Background technology
N-acetyl-(NAG)) is lysosomal a kind of acid hydrolase in the cell.Studies show that the size of NAG vigor can be used as effective auxiliary diagnosis index of multiple disease in people's body fluid (blood, urine), the NAG vigor has important clinic value in the detection body fluid.NAG can be used as very sensitive index of injury of kidney, is caused in the acute renal failure patient urine by shock and extremely increases, and reaches as high as 1200 times of normal person.Acute glomerulonephritis, nephrotic syndrome, poisonous substance or the reaction of drug-induced renal toxicity all can make NAG increase.After the kidney transplant, enzymatic determination can be used to judge and has or not rejection.Pathologic increases and sees various parenchymal lesion of the kidney, the kidney transplant rejection, and the renal toxicity drug use is too much.Some glomerulonephritis, nephrotic syndrome also have part to raise.
The mensuration of NAG vigor mainly contains fluorescence spectrophotometry and visible spectrophotometry.The former costs an arm and a leg because of required instrument, and should not be used as the routine inspection of general hospital to having relatively high expectations of substrate solution preparation; Though the reported method of the latter is each has something to recommend him selecting of various experiment conditions, the operation that has is loaded down with trivial details time-consuming, and the selected conditioned disjunction reagent stability that has is not good enough, is difficult to satisfy the clinical examination requirement.
Summary of the invention
The objective of the invention is: a kind of method of the N-of mensuration acetyl-beta-amino glucosaccharase activity is provided, and uses the formulated N-acet-beta-amino glucosidase diagnostic reagent box of this method.

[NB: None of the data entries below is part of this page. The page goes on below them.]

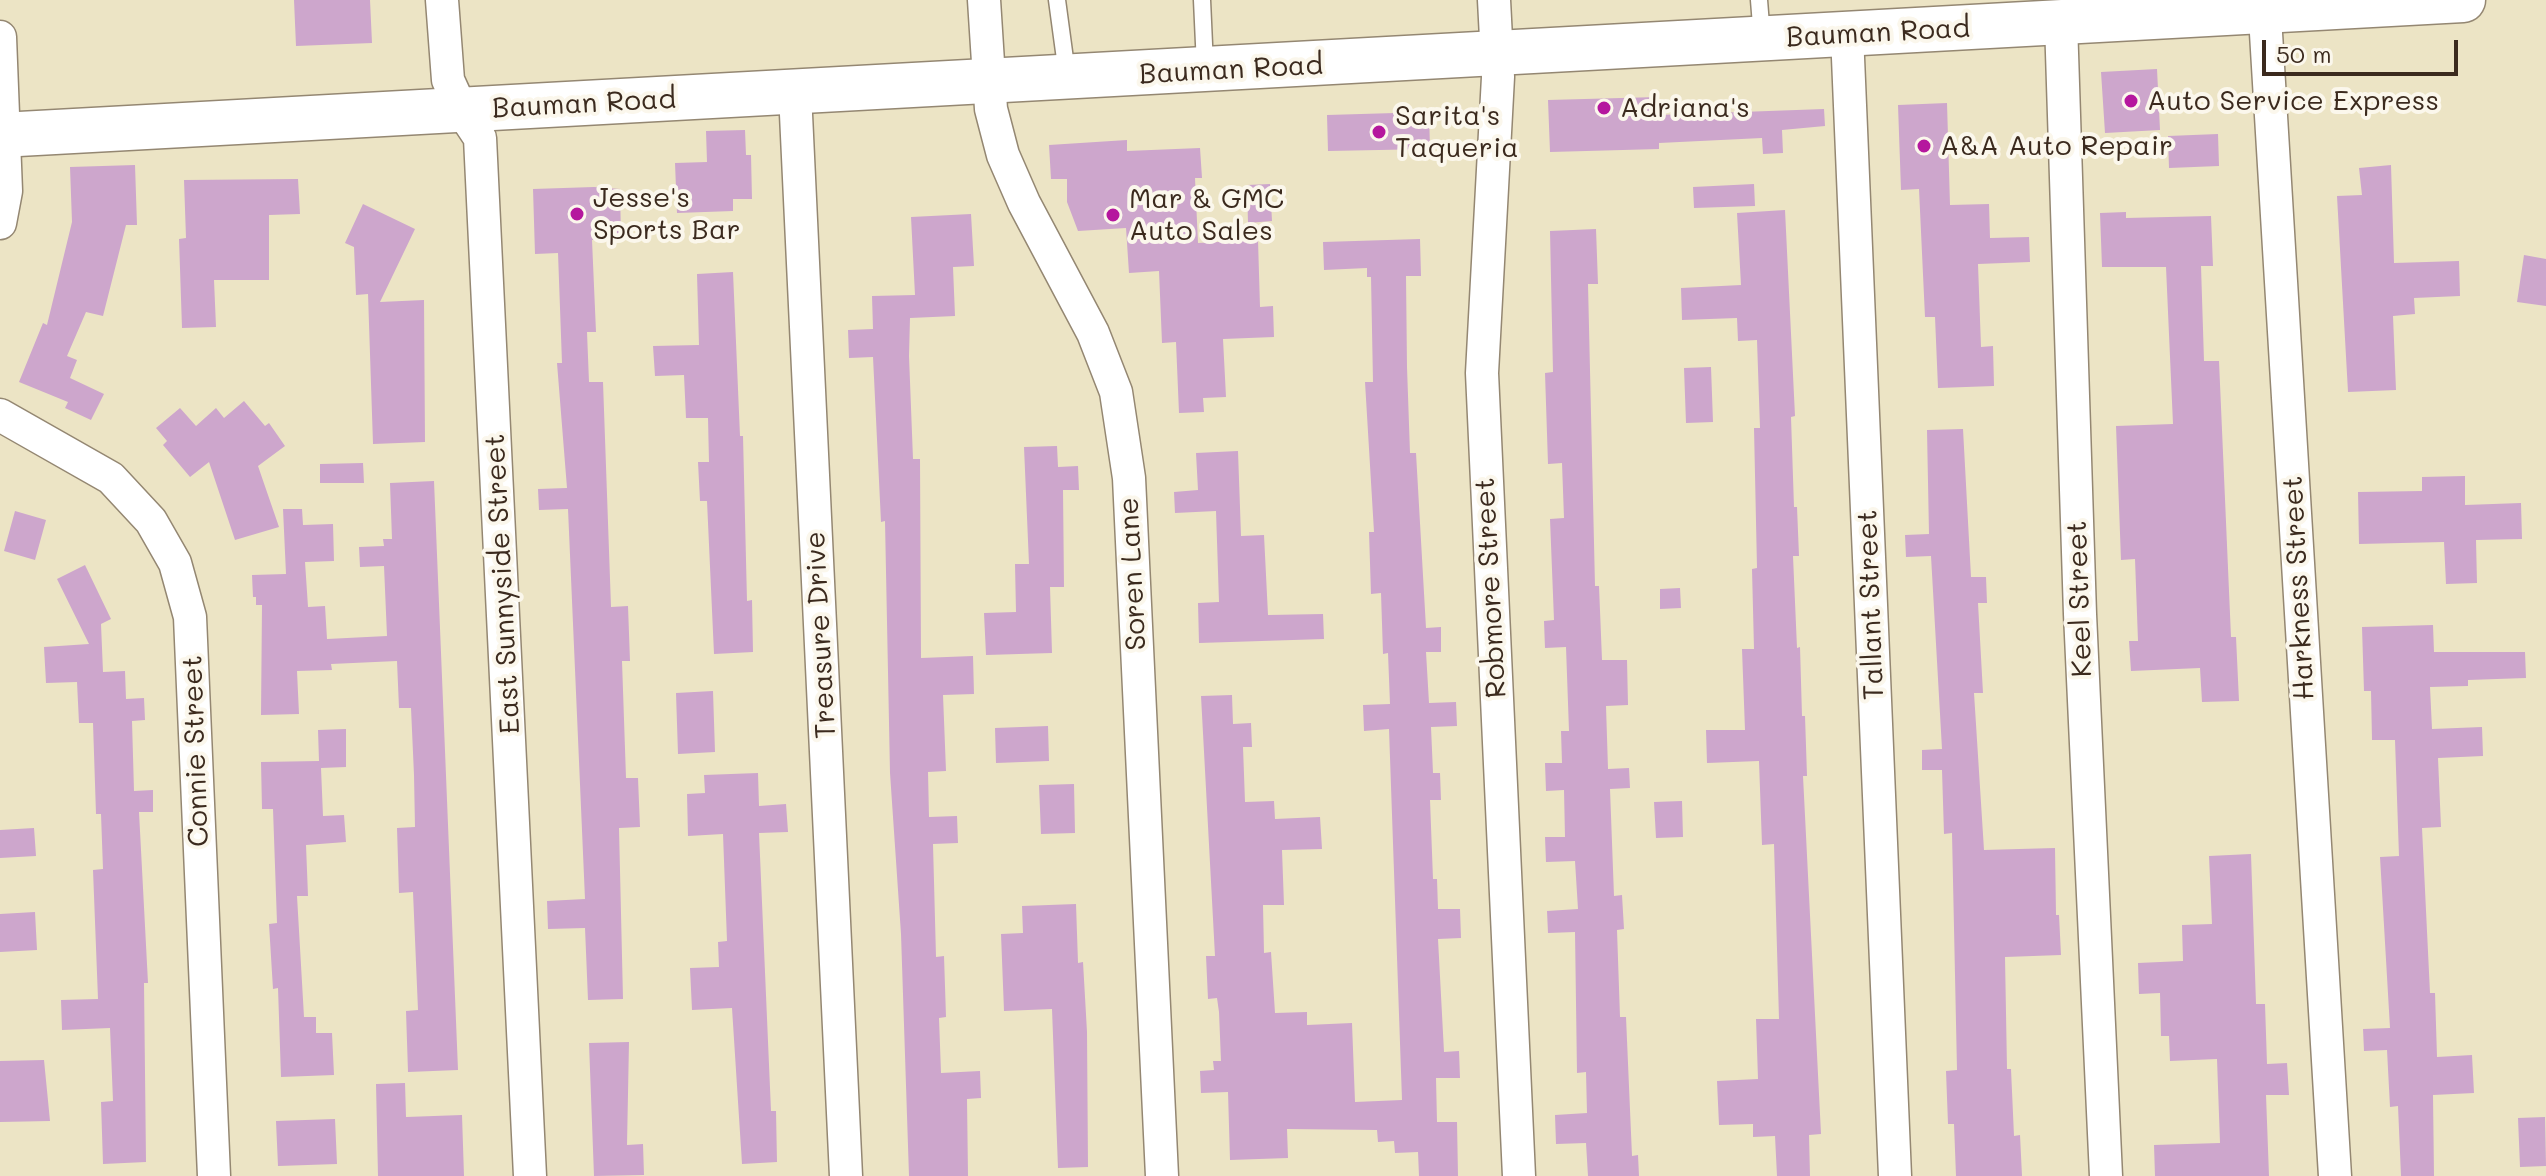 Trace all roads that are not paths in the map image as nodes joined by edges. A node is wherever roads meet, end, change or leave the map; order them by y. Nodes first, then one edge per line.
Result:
1 (442, 0) edge
2 (984, 0) edge
3 (1057, 0) edge
4 (1202, 0) edge
5 (1494, 0) edge
6 (2463, 0) edge
7 (2264, 5) edge
8 (1761, 20) edge
9 (2061, 22) junction
10 (1847, 34) junction
11 (0, 37) edge
12 (1497, 54) junction
13 (1205, 71) junction
14 (1068, 79) junction
15 (989, 83) junction
16 (795, 93) junction
17 (462, 111) junction
18 (2, 134) edge
19 (0, 223) edge
20 (0, 415) edge
21 (214, 1176) edge
22 (530, 1176) edge
23 (846, 1176) edge
24 (1162, 1176) edge
25 (1519, 1176) edge
26 (1895, 1176) edge
27 (2106, 1176) edge
28 (2335, 1176) edge

1 - 17 street, East Sunnyside Street
2 - 15 street, Soren Lane
3 - 14 lane
4 - 13 lane
5 - 12 street, Robmore Street
6 - 7 street, Bauman Road
7 - 9 street, Bauman Road
7 - 28 street, Harkness Street
8 - 10 street, Bauman Road
8 - 12 street, Bauman Road
9 - 10 street, Bauman Road
9 - 27 street, Keel Street
10 - 26 street, Tallant Street
11 - 18 street
12 - 13 street, Bauman Road
12 - 25 street, Robmore Street
13 - 14 street, Bauman Road
14 - 15 street, Bauman Road
15 - 16 street, Bauman Road
15 - 24 street, Soren Lane
16 - 17 street, Bauman Road
16 - 23 street, Treasure Drive
17 - 18 street, Bauman Road
17 - 22 street, East Sunnyside Street
18 - 19 street
20 - 21 street, Connie Street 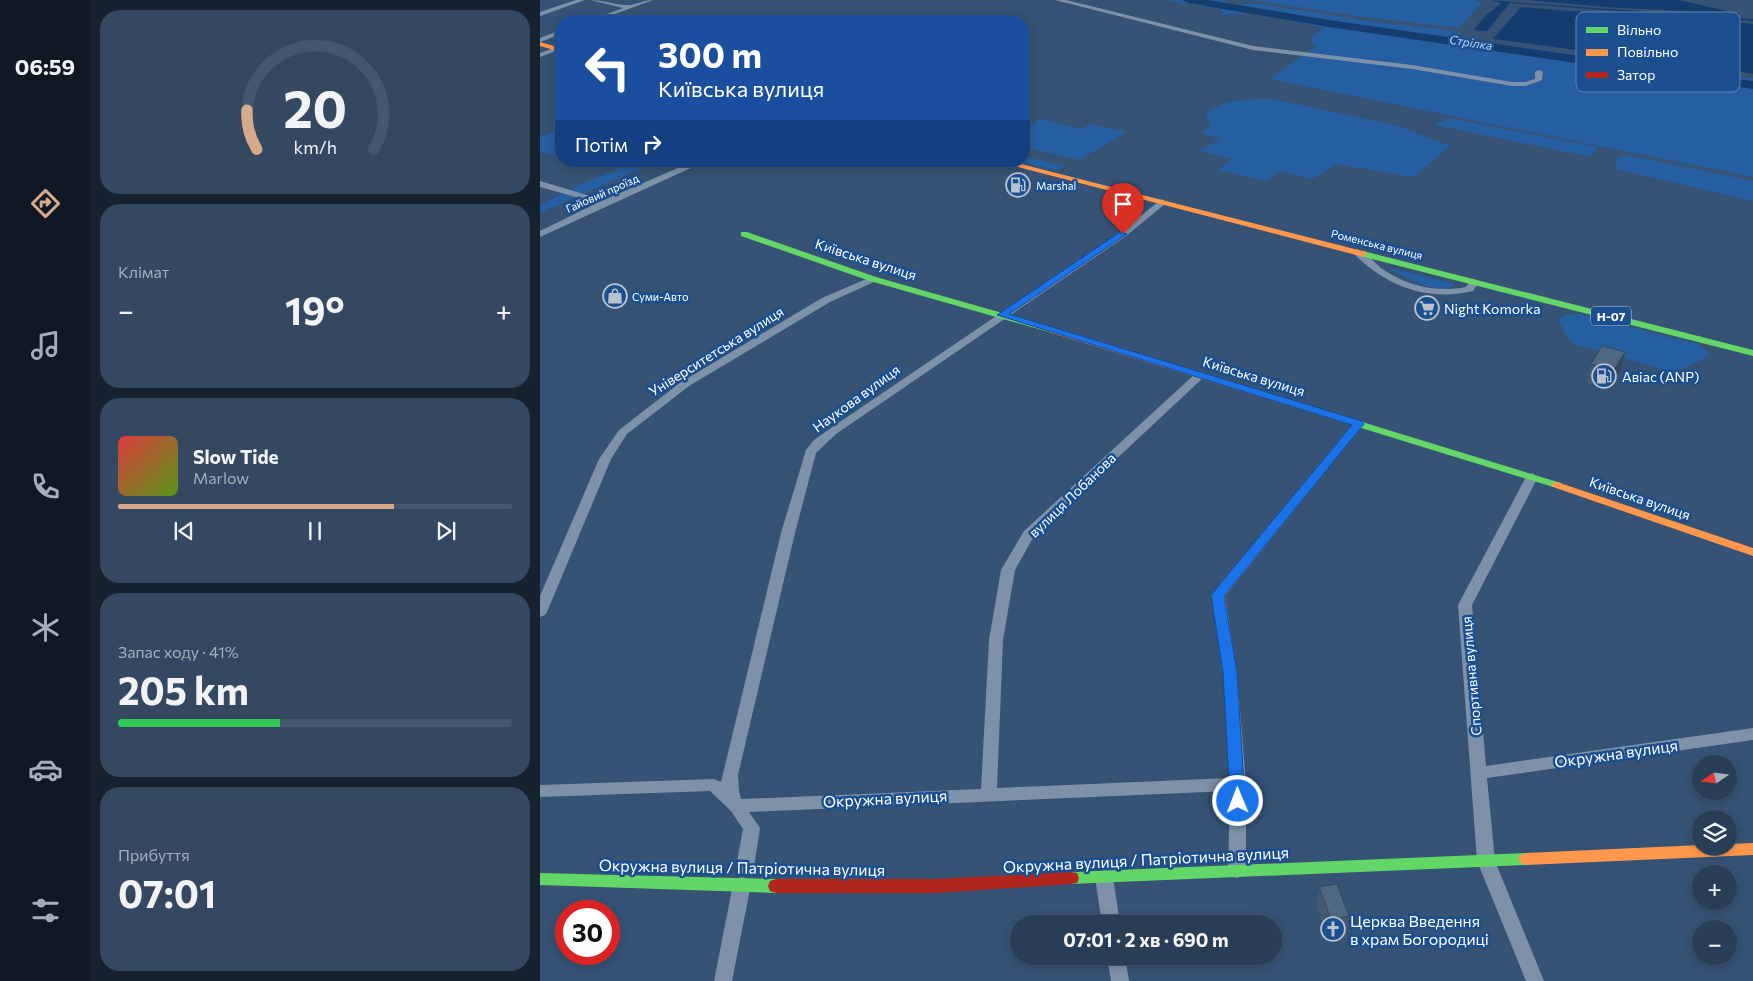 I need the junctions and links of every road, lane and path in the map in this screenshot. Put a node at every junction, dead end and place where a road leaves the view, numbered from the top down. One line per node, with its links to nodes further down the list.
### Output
1 (582, 0): 6 (street)
2 (593, 0): 5 (street)
3 (650, 0): 5 (street)
4 (1058, 0): 14 (street)
5 (629, 7): 7 (street)
6 (540, 14)
7 (607, 15)
8 (555, 34): 9 (street)
9 (540, 40)
10 (540, 44): 11 (street)
11 (555, 48)
12 (555, 50): 13 (street)
13 (540, 55)
14 (1539, 72)
15 (688, 167): 19 (street, Гайовий проїзд)
16 (1023, 167): 18 (street, Роменська вулиця / Н-07)
17 (540, 184): 19 (street)
18 (1162, 202): 22 (street, Роменська вулиця / Н-07); 25 (street, Наукова вулиця)
19 (605, 203): 20 (street, Гайовий проїзд)
20 (540, 234)
21 (744, 234): 23 (street, Київська вулиця)
22 (1357, 252): 24 (street, Роменська вулиця / Н-07); 24 (street)
23 (873, 280): 25 (street, Київська вулиця); 31 (street, Університетська вулиця)
24 (1474, 282): 26 (street, Роменська вулиця / Н-07)
25 (1002, 315): 27 (street, Київська вулиця); 37 (street, Наукова вулиця)
26 (1750, 352)
27 (1200, 375): 28 (street, Київська вулиця); 36 (street, вулиця Лобанова)
28 (1359, 424): 29 (street, Київська вулиця); 34 (street)
29 (1532, 476): 30 (street, Київська вулиця); 33 (street, Спортивна вулиця)
30 (1753, 552)
31 (540, 612)
32 (1753, 734): 33 (street, Окружна вулиця)
33 (1479, 773): 39 (street, Спортивна вулиця)
34 (1238, 784): 36 (street, Окружна вулиця); 40 (street)
35 (540, 792): 37 (street)
36 (989, 794): 37 (street, Окружна вулиця)
37 (735, 806): 41 (street)
38 (1753, 849): 39 (street, Окружна вулиця / Патріотична вулиця)
39 (1486, 861): 40 (street, Окружна вулиця / Патріотична вулиця); 48 (street, Спортивна вулиця)
40 (1237, 871): 42 (street, Окружна вулиця / Патріотична вулиця)
41 (743, 876): 42 (street, Окружна вулиця / Патріотична вулиця); 43 (street, Окружна вулиця / Патріотична вулиця); 46 (street)
42 (1104, 877): 44 (street)
43 (540, 879)
44 (1110, 915)
45 (1117, 965): 47 (street)
46 (723, 981)
47 (1120, 981)
48 (1535, 981) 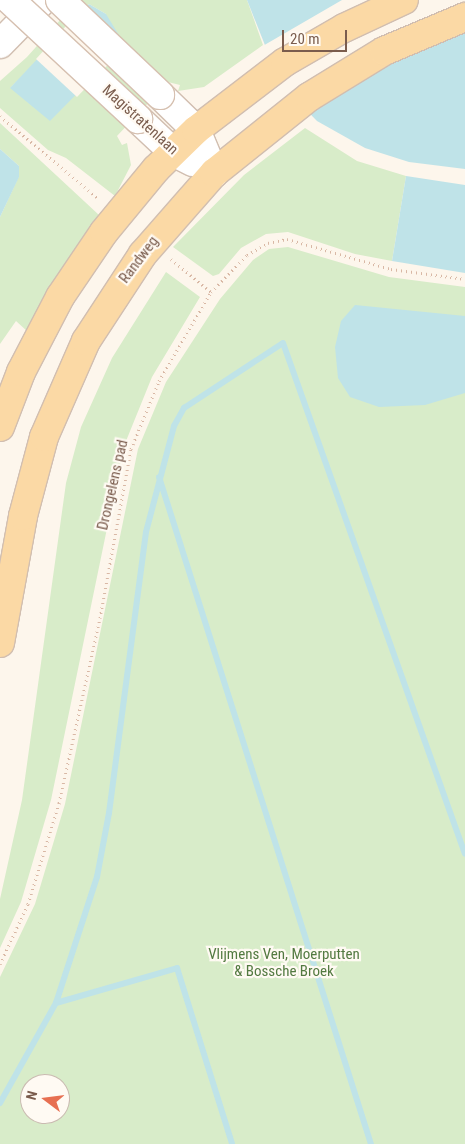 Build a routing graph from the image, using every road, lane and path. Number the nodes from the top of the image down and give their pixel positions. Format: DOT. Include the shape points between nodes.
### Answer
graph roads {
  1 [pos="10,0"];
  2 [pos="43,0"];
  3 [pos="60,0"];
  4 [pos="404,0"];
  5 [pos="0,11"];
  6 [pos="465,17"];
  7 [pos="0,44"];
  8 [pos="0,116"];
  9 [pos="196,130"];
  10 [pos="173,152"];
  11 [pos="214,173"];
  12 [pos="100,201"];
  13 [pos="169,257"];
  14 [pos="465,279"];
  15 [pos="211,292"];
  16 [pos="0,427"];
  17 [pos="0,643"];
  18 [pos="0,964"];
  1 -- 5 [label="main road"];
  1 -- 10 [label="main road, Magistratenlaan, bridge"];
  2 -- 7 [label="main road"];
  3 -- 9 [label="main road, Magistratenlaan, bridge"];
  4 -- 9 [label="main road" via="314,44 234,98"];
  6 -- 11 [label="main road, Randweg" via="384,51 334,80 261,133"];
  8 -- 12 [label="path"];
  9 -- 10 [label="main road"];
  9 -- 11 [label="main road, Magistratenlaan"];
  10 -- 11 [label="main road, Magistratenlaan"];
  10 -- 16 [label="main road" via="122,209 73,276 34,346"];
  11 -- 17 [label="main road, Randweg" via="125,278 61,392 32,476"];
  13 -- 15 [label="path"];
  14 -- 15 [label="path, Drongelens pad" via="391,269 287,240 268,243 247,255"];
  15 -- 18 [label="path, Drongelens pad" via="159,381 130,449 100,618 59,803 28,904"];
}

For realizing purpose of the present invention, a kind of method of utilizing enzymic colorimetric to measure the N-acetyl-beta-amino glucosaccharase activity, adopt following steps to carry out:
At first,, make it to take place following reaction with testing sample and the reagent mixing that contains synthesizing nitryl benzene-β-acetylglucosamine glycosides,
Then, the end reaction thing is placed under visible light analysis instrument or half, the automatic clinical chemistry analyzer, detect the speed that predominant wavelength 405nm absorbance rises, calculate the active size of N-acet-beta-amino glucosidase.
In the method for said determination N-acetyl-beta-amino glucosaccharase activity, described synthesizing nitryl benzene-β-acetylglucosamine glycosides substrate is 3, the two nitrobenzene-β of 4--acetylglucosamine glycosides or 2-chloro-4-nitrobenzene-β-acetylglucosamine glycosides.Described stabilizing agent is: at least a in ammonium sulfate, glycerine, propylene glycol, the ethylene glycol.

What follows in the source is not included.